The southern part of the Keystone XL pipeline will begin, to deal with the oil crisis, and also to handle the oil glut in Cushing "where oil from the Midwest hits a bottleneck as it is transported to the Gulf of Mexico." (CNN, 03/21/12).
Though, the idea may to sit well with environmentalists that have protested the construction of the pipeline in its entirety, from Canada to the Gulf Coast; yet, due to Iran cutting back on its oil production to penalize particularly the West, the high of crude oil and subsequent gas jacked up prices will continue.
The punitive sanctions by the United States and other members of the United Nations, which are designed to stop Iran from carrying out its nuclear program, are crippling that country's economy.
The reversal is also true that with Iran reducing oil production and creating uncertainty in the Arabian Gulf region, many nations will feel the pressure with high oil prices, and so relent on getting Iran to come out clean of the charges being leveled against it by the rest of the world. They, world countries, will have their own economies disturbed, and thus creating a stalemate, whether the world will continue with sanctions on Iran or not.
For example, the high price of gas in the U.S. has a bad effect on all kinds of businesses, large and small; and with the slow rate of its economic recovery, that is not something to be taken for granted by the Obama administration.
The Republican opposition is pushing for oil prices to rise, and then assign blame of that to President Barack Obama, and so ravage his reelection bid.
It is a fact that as gas prices keep going up, consumers will turn against the government in power, Democrat or Republican, for its bad policies and the mishandling of the economy in general.
This time around, it is the turn of the Republican Party to initiate the political "dog fight" that comes about in an election year, to discredit the other party; and now, the Democratic Party is the one to find itself at the end of the stick.

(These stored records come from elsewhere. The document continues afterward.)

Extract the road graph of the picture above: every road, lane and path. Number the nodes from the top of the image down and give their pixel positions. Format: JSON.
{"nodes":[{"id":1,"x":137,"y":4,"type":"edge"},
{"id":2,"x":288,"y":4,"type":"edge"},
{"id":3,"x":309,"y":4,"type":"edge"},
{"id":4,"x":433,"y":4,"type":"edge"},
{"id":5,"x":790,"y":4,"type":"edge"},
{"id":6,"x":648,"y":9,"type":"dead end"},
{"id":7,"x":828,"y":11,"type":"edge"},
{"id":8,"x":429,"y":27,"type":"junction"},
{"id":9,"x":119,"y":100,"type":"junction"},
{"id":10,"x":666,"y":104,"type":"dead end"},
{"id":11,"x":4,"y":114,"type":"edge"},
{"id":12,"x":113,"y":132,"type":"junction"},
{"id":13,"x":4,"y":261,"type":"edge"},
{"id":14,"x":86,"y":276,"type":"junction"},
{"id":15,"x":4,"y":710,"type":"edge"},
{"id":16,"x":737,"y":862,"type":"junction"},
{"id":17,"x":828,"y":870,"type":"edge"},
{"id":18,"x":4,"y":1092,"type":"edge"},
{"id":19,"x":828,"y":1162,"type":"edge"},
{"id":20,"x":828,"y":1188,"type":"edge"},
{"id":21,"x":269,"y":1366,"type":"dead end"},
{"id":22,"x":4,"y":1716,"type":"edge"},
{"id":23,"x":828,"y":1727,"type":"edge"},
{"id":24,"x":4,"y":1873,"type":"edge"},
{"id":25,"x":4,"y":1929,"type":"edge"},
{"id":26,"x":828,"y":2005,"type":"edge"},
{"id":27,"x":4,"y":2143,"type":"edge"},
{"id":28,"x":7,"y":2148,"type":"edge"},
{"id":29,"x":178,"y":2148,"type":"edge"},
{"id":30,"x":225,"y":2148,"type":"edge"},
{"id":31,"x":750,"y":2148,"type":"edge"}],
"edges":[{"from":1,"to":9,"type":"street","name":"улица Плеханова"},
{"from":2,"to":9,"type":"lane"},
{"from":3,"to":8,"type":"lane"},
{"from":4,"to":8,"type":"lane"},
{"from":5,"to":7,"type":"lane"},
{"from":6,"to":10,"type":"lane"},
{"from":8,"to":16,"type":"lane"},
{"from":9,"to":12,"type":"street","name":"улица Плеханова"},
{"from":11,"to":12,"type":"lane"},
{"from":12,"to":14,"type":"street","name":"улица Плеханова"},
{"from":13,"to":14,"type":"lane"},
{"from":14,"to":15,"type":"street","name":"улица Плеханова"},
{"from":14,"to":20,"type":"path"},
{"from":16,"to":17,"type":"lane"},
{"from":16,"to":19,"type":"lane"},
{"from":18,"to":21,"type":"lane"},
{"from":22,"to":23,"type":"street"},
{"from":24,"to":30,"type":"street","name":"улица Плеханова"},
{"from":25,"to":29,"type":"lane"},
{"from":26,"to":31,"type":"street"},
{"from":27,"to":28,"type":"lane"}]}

To say that the big oil companies are manipulating the situation in the background will be an understatement, as they will only prefer to have the public (to) become dissatisfied with Obama, as they seem to be on the side of the opposition. The political contributions by the executives in the oil industry make that quite clear.
With the price of gas going up, the only beneficiaries are the oil producing companies, and the real losers will be those, who have to fill up the gas tank of their vehicles to take their children to school and/or go to and from work. Small businesses his will be running high expenditures too, based on the rising cost of oil.
Obama has to find a way to alleviate their burden, so that he may not lose their support, which he needs to carry him to victory in the 2012 presidential election; and also to bolster his efforts to grow the economy that his adversaries are so critical of.
He has been able to turn it (economy) around, but there are those, who will do anything in their power to undermine the hard work that he has been engaged in to make that turn around a permanent experience for the country.
Why? Because it will prove him right to have used stern measures to achieve his goal of getting the economy on the right track after a Republican administration. It will help his reelection bid.
Americans have to see the whole political atmosphere in that light, that he has diligently got the economy to revive, and that his policies will produce good results in the long run.